LIEBERMAN, Myron. Understanding the Teacher Union Contract: A Citizen’s Handbook. New Brunswick, NJ: Transaction Publishers and Social Philosophy and Policy Center, 2000. 220p. Resenha de: BRILEY, Ron. Canadian Social Studies, v.36, n.1, 2002.
In Understanding the Teacher Union Contract, Myron Lieberman, chair of the Education Policy Institute and senior research scholar of the Social Philosophy Center, continues the argument made in previous studies such as The Teachers Unions (1997) and Teachers Evaluating Teachers (1998). While often assuming the voice of objectivity, Lieberman is hardly a disinterested observer, for the Social Philosophy and Policy Centre supports privatization, vouchers, competition and the market system as the solutions for the problems of America’s public schools.
Lieberman argues that collective bargaining is by definition an adversarial process between unions and management.
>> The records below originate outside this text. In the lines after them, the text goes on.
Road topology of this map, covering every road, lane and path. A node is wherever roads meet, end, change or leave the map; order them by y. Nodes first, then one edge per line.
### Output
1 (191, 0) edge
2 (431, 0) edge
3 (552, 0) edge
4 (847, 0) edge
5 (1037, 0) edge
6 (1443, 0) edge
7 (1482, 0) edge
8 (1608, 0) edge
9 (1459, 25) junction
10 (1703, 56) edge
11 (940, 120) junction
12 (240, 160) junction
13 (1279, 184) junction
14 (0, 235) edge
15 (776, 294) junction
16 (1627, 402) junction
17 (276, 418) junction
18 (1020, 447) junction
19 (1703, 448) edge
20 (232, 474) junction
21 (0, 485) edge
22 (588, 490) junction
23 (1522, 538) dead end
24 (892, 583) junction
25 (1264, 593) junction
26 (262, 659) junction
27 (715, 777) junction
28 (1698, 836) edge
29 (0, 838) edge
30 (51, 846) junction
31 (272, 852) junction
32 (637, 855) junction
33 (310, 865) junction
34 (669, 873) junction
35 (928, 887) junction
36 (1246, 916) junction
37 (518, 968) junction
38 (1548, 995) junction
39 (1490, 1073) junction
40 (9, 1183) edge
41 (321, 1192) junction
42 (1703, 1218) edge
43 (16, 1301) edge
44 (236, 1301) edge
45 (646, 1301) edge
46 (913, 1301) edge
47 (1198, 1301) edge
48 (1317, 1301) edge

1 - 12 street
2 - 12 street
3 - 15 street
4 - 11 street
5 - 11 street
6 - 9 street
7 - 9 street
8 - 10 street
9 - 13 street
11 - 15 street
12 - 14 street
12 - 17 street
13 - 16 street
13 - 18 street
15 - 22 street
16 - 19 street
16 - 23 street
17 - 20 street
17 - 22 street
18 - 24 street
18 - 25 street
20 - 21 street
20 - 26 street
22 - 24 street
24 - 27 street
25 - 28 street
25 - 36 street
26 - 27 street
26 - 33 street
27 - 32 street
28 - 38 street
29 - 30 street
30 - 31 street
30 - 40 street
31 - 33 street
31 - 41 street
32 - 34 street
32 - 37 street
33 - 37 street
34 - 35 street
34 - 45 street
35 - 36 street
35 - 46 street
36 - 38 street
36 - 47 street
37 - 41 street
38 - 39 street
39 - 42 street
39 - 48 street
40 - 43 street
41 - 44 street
According to Lieberman, in public education management is the school board, the party that is theoretically and legally responsible to the electorate for representing the public interest (p. xiii). Thus, advocacy between labour and management in the public sector is very different from espousing such a position in the private sector. Lieberman concludes that in taking a pro-management position he is really advocating a stance in favour of the public interest for Lieberman asserts that teacher unionization is the principle factor blocking educational reforms. Accordingly, this handbook is intended for use by school board members, school administrators, state legislators, parents and taxpayers. Much of the volume is technical, addressing such issues as grievance procedures, release time for bargaining, union access to district buildings, payroll deduction for union dues, union recognition, and no-strike clauses.
Perceiving the public interest as being represented by school management, Lieberman holds little promise for such teacher union initiatives as peer review and the National Board for Professional Teaching Standards. He insists these proposed reforms are dominated by the National Education Association and American Federation of Teachers, who want standards that most teachers can meet rather than extolling excellence. Like diplomats who insist that they are opposed to another nation’s government but not the people, Lieberman denounces union representation for teachers but is sympathetic to individual educators suffering under the yoke of union domination. In fact, Lieberman seems to have little use for teachers. He seems to assume that teachers are seeking the lowest common denominator and are motivated solely by self-interest. Missing from Lieberman’s analysis is any consideration of the long arduous hours put in by teachers after the classroom day as well as their commitment to improving the quality of life for young people.
Any indication that Lieberman is opposed simply to teacher unions and unionization in the public sector is dispelled by the handbook’s conclusion. Lieberman observes that unionization in the private sector has been declining steadily in the United States since 1953. Lieberman asserts that The fact that unionization tends to depress profits and weaken the value of stock in unionized companies is another factor in the decline of private sector unions; more and more employees recognize that their individual welfare is partly dependent on company welfare, and that company welfare is threatened by unionization (p. 192). However, Lieberman fails to acknowledge that the decline of unions has contributed to the growing gap between rich and poor in the United States.
Lieberman laments that unions continue to flourish in public education because individual teachers lack the resources to compete against powerful union monopolies in decertification campaigns. Yet he also believes that the power of the teacher unions is on the wane. Clearly Lieberman trusts that his handbook will contribute to this outcome. Nevertheless, the ideological market approach championed by Lieberman and his associates fails to acknowledge the it is smaller classrooms, decentralization, and increased teacher compensation and empowerment which would really change the face of American education.
Ron Briley – Sandia Preparatory School. Albuquerque, New Mexico.